The production at Curtain Call is superb.
If Nora hadn’t walked out the door as a young woman, she might have ended up Nancy 50 years later. Nancy doesn’t know what she wants, exactly, a state of mind that frustrates sons Ben (Jeffrey Stubits) and Brian (David Nathanielsz), both of whom are stunned by the casualness with which their parents have announced the end of their marriage.
Pregnant daughter-in-law Jess (Josephine O’Connor) tries, unsuccessfully, to get the fractured couple to reunite through counseling exercises and conversation, while the sons alternately boss their parents, snap at each other and grieve the loss of their remembered happy family.
The territory Wohl covers is not new, and the narrative technique is familiar: chronological, with dialogue broken up by revealing monologues, and lessons learned by the characters and the audience.

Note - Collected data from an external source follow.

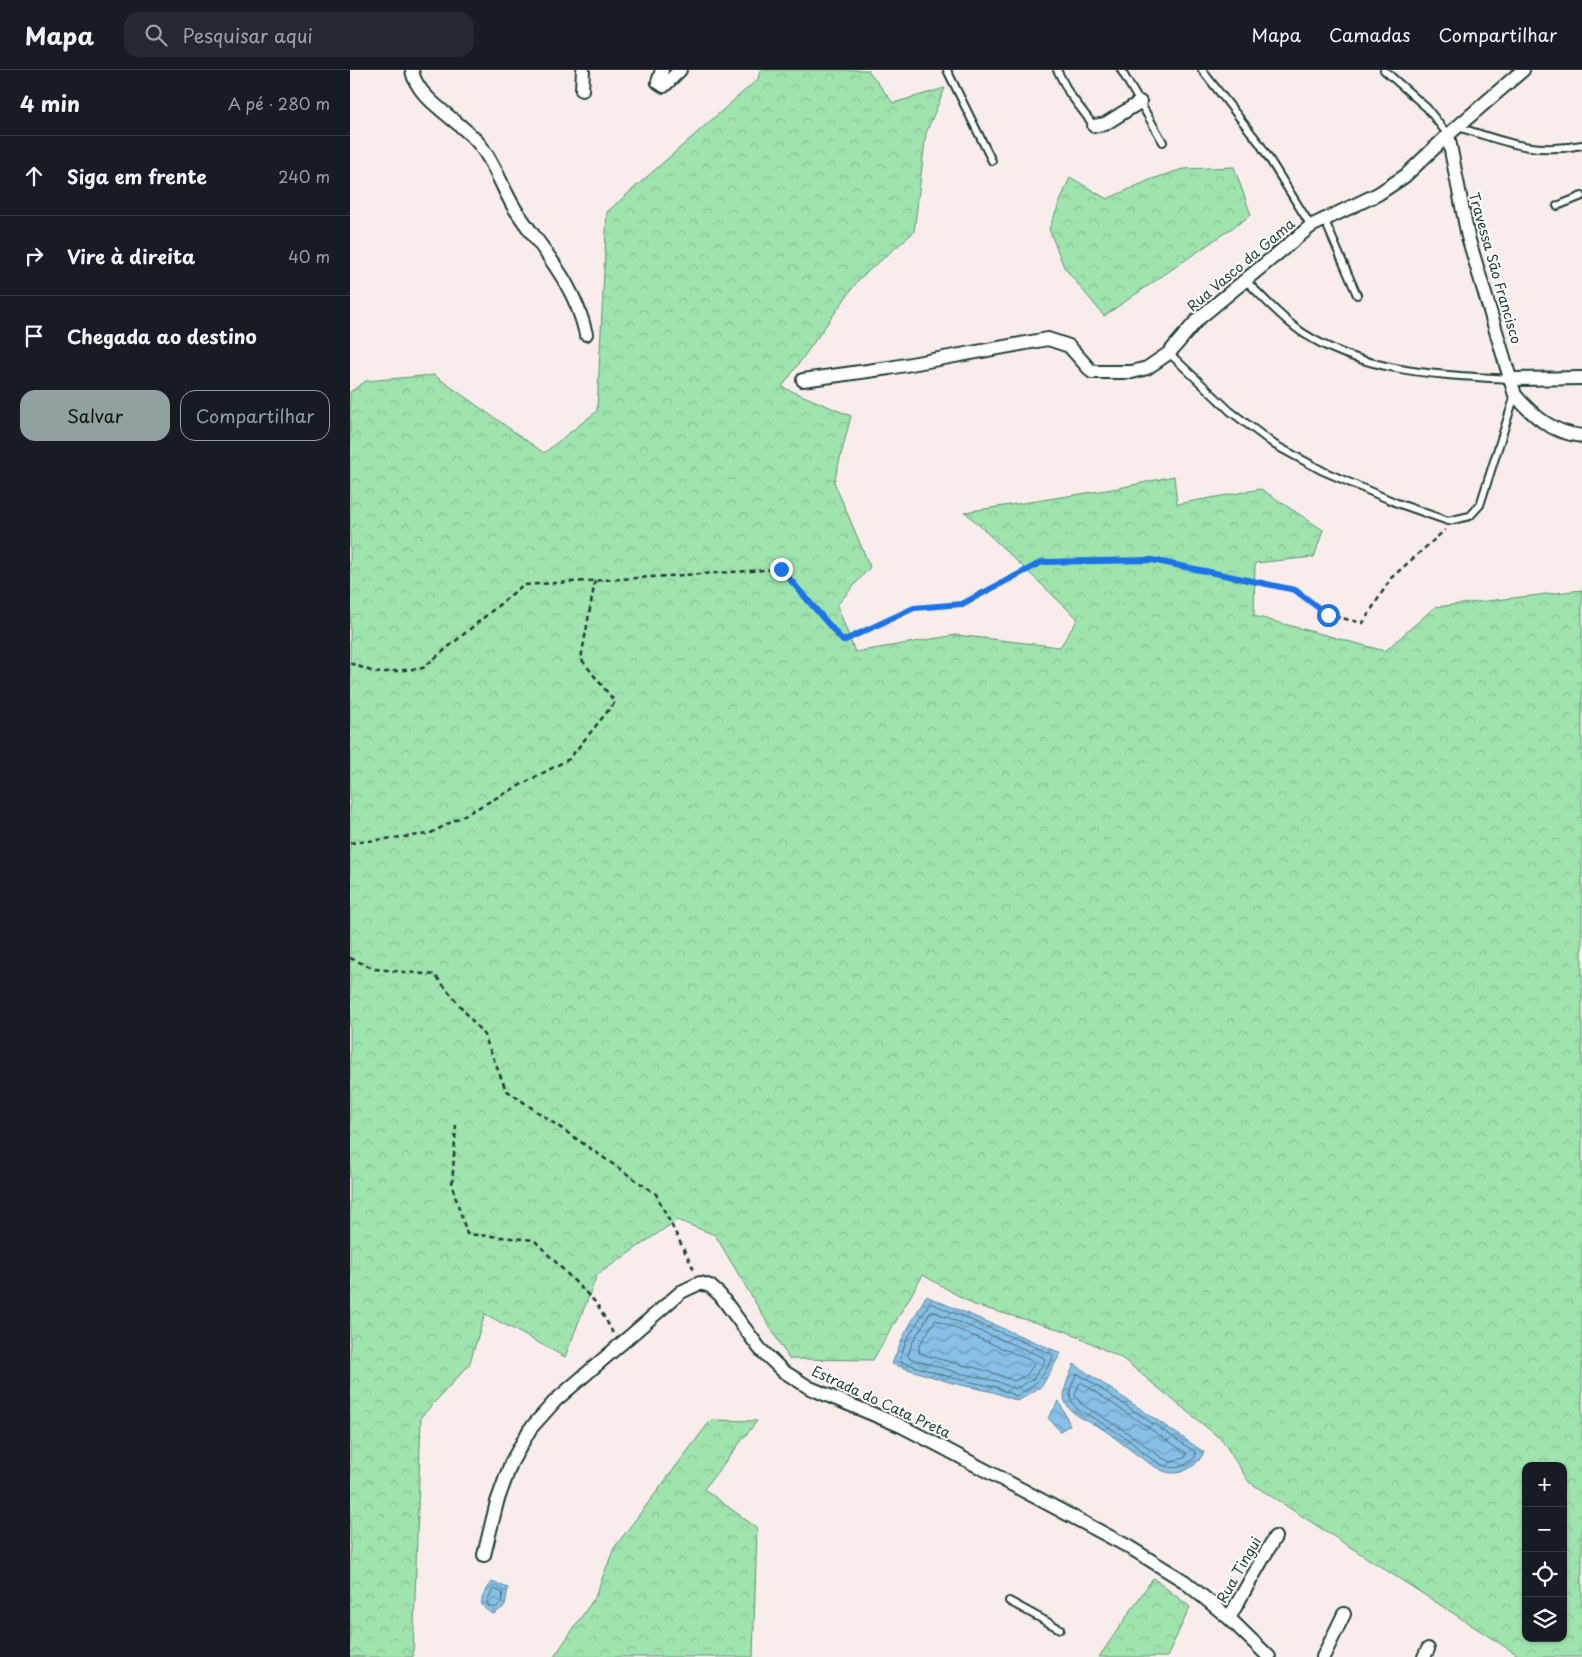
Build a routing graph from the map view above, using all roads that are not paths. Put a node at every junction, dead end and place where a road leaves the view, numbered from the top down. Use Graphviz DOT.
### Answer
graph roads {
  1 [pos="412,70"];
  2 [pos="583,70"];
  3 [pos="662,70"];
  4 [pos="680,70"];
  5 [pos="947,70"];
  6 [pos="1057,70"];
  7 [pos="1121,70"];
  8 [pos="1202,70"];
  9 [pos="1384,70"];
  10 [pos="1523,70"];
  11 [pos="582,90"];
  12 [pos="1140,102"];
  13 [pos="1094,126"];
  14 [pos="1453,131"];
  15 [pos="1163,142"];
  16 [pos="1582,146"];
  17 [pos="992,161"];
  18 [pos="1582,196"];
  19 [pos="1557,206"];
  20 [pos="1325,221"];
  21 [pos="1311,226"];
  22 [pos="1246,281"];
  23 [pos="1357,295"];
  24 [pos="586,334"];
  25 [pos="1169,354"];
  26 [pos="1582,378"];
  27 [pos="1510,379"];
  28 [pos="803,380"];
  29 [pos="1515,395"];
  30 [pos="1582,436"];
  31 [pos="1275,1537"];
  32 [pos="484,1555"];
  33 [pos="1009,1601"];
  34 [pos="1344,1614"];
  35 [pos="1229,1618"];
  36 [pos="1060,1629"];
  37 [pos="1269,1657"];
  38 [pos="1323,1657"];
  1 -- 24 [label="street"];
  2 -- 11 [label="street"];
  3 -- 4 [label="street"];
  5 -- 17 [label="lane"];
  6 -- 13 [label="lane"];
  7 -- 12 [label="lane"];
  8 -- 21 [label="lane"];
  9 -- 14 [label="lane"];
  10 -- 14 [label="street, Rua Vasco da Gama"];
  12 -- 13 [label="street"];
  12 -- 15 [label="lane"];
  14 -- 16 [label="lane"];
  14 -- 20 [label="street, Rua Vasco da Gama"];
  14 -- 27 [label="street, Travessa São Francisco"];
  18 -- 19 [label="lane"];
  20 -- 21 [label="street, Rua Vasco da Gama"];
  20 -- 23 [label="lane"];
  21 -- 22 [label="street, Rua Vasco da Gama"];
  22 -- 25 [label="street, Rua Vasco da Gama"];
  22 -- 27 [label="lane"];
  25 -- 28 [label="street, Rua Vasco da Gama"];
  25 -- 29 [label="lane"];
  26 -- 27 [label="street"];
  27 -- 29 [label="street, Travessa São Francisco"];
  29 -- 30 [label="street"];
  31 -- 35 [label="street, Rua Tingui"];
  32 -- 35 [label="street, Estrada do Cata Preta"];
  33 -- 36 [label="lane"];
  34 -- 38 [label="street"];
  35 -- 37 [label="street, Estrada do Cata Preta"];
}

But Wohl introduces two characters outside the family: Tommy (Ryan Fuchs), a young man Brian picks up in a gay bar one night; and Carla (Kathleen Reilly), Bill’s new flame, both of whom provide relief from the slightly claustrophobic goings-on in the condo. The ending, too, is a clever bookend to the first scene, again taking place at the kitchen table as Nancy and Bill deconstruct what has just happened over the previous week to them and the family. In short, the writing is rewarding.
Once more the Curtain Call tech team — Bill Fritz, Rebecca Gardner and Andy Nice — has created a home you feel you could move into. Beth Ruman’s costumes (like Carla’s vivid salmon print top, scarf and capris, complementing her equally vivid red hair) bespeak personality.

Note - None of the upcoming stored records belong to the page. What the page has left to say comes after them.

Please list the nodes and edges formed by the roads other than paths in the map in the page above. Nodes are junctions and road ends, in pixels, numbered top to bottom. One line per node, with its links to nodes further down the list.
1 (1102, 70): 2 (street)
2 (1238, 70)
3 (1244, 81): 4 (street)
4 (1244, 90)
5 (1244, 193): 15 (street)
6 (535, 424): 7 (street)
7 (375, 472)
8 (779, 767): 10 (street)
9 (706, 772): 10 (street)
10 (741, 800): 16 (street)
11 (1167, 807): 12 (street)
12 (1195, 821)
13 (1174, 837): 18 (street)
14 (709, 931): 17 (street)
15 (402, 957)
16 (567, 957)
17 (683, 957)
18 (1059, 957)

Carsen Joenk’s apt sound design includes pop songs about romance, among them “Stop! In the Name of Love” and the bubblicious “Love Will Keep Us Together”; and welcome back to Curtain Call, after an 11-year hiatus, Hollie Miller, the production’s stage manager.
The production’s various moods ring true throughout, thanks to Matthew Moross’ insightful direction of a brilliant cast. (Note: Moross is my colleague at The Gazette.) The outbursts, such as those by the tightly wound Ben and the frustrated Jess, are loud and frightening. The moments between Tommy and Brian sputter and snarl, sadly. Bill, a retired pharmacist whose real joy now is stand-up comedy, practices his routine alone with earnestness and self-deprecation. And Nancy and Carla have a sweetly awkward scene in Act II, each rooted to her spot in the kitchen but trying to find common ground.

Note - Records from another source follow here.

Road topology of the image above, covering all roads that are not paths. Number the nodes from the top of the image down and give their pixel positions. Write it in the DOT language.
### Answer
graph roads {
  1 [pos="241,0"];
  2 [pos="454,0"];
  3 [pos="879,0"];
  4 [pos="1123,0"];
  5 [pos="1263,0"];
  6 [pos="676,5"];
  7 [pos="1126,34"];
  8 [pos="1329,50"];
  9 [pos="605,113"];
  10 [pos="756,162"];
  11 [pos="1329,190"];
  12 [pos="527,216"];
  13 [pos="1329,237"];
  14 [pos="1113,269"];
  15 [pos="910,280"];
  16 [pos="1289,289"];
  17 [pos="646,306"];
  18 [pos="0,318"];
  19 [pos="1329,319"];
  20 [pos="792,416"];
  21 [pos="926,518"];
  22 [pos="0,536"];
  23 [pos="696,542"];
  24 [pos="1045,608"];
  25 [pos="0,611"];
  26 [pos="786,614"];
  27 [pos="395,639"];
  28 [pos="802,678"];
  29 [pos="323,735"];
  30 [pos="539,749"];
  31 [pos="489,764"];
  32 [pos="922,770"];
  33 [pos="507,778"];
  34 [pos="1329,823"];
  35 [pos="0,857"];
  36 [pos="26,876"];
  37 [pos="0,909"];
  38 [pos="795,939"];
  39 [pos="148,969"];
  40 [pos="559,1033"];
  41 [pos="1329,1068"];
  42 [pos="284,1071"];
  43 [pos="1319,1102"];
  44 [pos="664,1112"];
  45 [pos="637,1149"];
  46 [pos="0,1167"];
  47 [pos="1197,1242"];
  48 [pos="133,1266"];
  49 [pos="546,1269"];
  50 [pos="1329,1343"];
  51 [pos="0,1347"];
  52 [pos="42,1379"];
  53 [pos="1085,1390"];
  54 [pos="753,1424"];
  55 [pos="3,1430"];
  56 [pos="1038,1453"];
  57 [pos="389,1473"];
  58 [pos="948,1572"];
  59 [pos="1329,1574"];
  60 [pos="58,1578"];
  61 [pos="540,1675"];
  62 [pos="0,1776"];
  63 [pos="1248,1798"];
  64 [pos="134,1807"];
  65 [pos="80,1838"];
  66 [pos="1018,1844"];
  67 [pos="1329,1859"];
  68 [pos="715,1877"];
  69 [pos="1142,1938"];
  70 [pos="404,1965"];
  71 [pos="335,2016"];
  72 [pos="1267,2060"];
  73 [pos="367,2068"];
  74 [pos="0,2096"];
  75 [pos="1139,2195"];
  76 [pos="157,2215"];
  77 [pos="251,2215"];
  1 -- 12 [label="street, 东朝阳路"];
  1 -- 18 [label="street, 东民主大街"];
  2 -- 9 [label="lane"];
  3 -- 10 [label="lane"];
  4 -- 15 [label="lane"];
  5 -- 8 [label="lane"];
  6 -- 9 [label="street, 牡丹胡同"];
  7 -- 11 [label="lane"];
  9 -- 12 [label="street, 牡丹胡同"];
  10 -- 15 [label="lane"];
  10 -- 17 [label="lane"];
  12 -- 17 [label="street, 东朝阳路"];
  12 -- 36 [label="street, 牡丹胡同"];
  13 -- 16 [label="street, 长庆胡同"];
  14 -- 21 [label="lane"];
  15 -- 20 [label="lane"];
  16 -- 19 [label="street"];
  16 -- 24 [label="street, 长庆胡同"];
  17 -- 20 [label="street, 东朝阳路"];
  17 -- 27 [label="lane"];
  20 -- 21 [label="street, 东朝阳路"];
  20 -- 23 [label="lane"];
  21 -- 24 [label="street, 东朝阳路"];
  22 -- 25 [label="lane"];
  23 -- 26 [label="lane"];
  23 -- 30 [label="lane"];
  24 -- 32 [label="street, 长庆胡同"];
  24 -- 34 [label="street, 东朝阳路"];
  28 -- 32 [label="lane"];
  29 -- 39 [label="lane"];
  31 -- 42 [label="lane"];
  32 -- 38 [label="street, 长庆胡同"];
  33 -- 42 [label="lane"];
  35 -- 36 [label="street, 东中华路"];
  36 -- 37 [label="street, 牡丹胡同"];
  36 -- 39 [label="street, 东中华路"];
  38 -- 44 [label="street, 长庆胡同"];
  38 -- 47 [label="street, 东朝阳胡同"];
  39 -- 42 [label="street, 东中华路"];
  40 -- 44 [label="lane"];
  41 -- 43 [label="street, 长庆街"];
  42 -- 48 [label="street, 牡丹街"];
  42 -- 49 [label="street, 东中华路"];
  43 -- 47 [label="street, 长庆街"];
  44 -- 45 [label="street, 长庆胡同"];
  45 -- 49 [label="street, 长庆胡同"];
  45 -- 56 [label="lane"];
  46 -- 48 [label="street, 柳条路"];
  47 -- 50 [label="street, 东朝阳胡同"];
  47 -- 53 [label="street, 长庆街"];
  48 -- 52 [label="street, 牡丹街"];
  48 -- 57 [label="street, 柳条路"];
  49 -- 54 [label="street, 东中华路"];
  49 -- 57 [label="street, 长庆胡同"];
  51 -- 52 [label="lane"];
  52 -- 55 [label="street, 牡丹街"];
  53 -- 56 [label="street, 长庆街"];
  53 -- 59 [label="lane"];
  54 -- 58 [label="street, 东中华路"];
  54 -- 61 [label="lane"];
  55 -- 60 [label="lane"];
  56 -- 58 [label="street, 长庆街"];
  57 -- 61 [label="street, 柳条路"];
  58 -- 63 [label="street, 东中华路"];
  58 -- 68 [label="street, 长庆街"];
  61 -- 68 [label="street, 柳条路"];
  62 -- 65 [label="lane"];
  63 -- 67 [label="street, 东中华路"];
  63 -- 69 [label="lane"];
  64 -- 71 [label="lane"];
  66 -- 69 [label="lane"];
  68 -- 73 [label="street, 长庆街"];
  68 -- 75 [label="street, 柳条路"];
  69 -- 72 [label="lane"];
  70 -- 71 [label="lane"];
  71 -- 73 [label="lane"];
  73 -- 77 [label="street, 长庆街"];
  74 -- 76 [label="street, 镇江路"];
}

Perhaps the most remarkable conversation is the one between Nancy and Brian, during which Saplin shapes a confessional monologue as heartrending as one could wish for.
Two memorable lines: In that same monologue, Nancy says to her son, who is uncomfortable about his mother’s revelations, “I will be a whole person to you.” After all, she was Nancy before she was Mom.
And later she says to her family, “Truth is the first part of love.”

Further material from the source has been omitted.